* [Task description]
Read through the entries below and copy each line where "main" turns up.

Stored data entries
===

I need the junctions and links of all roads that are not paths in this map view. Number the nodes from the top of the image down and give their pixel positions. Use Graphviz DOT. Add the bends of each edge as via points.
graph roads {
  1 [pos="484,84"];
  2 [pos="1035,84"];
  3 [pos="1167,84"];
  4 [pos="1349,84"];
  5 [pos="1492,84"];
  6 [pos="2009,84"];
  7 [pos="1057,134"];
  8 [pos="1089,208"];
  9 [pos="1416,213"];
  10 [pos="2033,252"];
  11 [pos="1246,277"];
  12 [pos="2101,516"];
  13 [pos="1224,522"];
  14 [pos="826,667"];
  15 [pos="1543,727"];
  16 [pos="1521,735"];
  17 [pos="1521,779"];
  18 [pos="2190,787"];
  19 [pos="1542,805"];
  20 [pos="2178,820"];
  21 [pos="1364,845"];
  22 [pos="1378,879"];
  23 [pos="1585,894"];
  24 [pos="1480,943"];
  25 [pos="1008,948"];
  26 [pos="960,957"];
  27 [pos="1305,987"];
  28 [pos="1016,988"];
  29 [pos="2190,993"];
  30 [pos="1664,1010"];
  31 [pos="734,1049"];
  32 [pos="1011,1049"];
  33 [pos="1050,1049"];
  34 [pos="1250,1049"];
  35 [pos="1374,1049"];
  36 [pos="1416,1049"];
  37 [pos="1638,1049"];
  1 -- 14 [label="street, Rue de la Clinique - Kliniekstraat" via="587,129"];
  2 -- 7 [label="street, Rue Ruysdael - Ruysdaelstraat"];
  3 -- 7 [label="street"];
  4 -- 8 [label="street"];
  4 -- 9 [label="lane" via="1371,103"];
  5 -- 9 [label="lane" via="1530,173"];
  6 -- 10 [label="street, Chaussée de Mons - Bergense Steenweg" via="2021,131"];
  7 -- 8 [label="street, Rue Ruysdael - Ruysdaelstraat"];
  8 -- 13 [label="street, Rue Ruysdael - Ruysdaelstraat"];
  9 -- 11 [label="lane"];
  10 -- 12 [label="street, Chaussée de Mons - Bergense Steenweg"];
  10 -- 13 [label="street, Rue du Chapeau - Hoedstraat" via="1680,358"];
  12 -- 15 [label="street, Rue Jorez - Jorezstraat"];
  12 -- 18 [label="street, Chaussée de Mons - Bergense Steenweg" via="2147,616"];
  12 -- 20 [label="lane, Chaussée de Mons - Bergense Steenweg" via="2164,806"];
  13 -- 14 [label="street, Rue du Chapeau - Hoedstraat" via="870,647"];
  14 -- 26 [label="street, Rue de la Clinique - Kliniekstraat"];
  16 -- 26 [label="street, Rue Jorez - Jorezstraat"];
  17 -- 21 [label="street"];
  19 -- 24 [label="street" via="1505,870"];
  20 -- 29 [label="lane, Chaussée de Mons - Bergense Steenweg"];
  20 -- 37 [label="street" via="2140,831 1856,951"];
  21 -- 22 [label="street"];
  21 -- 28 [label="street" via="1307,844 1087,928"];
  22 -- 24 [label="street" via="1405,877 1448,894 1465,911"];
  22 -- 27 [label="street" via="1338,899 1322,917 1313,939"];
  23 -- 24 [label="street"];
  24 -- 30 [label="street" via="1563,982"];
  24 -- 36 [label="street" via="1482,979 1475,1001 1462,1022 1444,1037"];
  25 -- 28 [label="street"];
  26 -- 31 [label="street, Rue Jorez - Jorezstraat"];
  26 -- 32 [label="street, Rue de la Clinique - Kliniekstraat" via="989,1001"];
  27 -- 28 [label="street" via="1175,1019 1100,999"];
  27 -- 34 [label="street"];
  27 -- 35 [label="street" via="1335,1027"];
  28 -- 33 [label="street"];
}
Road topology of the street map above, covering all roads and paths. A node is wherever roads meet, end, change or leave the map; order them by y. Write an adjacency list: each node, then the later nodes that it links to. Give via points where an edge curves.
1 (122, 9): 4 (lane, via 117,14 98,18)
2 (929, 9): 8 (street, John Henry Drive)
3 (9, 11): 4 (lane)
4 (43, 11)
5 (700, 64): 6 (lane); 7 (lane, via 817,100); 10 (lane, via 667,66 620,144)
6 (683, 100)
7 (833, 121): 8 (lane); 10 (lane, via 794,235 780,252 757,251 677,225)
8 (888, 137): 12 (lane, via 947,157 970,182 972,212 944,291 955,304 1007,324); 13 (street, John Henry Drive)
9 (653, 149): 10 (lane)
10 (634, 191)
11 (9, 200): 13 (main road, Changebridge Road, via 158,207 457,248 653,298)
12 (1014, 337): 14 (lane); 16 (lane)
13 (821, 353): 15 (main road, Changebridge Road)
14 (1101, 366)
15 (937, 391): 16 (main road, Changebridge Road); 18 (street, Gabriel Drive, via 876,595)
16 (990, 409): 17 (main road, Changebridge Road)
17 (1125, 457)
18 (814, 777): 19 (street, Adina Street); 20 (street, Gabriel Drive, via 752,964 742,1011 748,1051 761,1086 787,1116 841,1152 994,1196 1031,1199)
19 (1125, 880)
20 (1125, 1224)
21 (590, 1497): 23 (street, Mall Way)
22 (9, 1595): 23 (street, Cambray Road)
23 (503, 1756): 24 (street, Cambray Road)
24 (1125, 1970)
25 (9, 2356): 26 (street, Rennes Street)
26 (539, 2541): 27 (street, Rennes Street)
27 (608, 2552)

===

* [Solved exercise]
11 (9, 200): 13 (main road, Changebridge Road, via 158,207 457,248 653,298)
13 (821, 353): 15 (main road, Changebridge Road)
15 (937, 391): 16 (main road, Changebridge Road); 18 (street, Gabriel Drive, via 876,595)
16 (990, 409): 17 (main road, Changebridge Road)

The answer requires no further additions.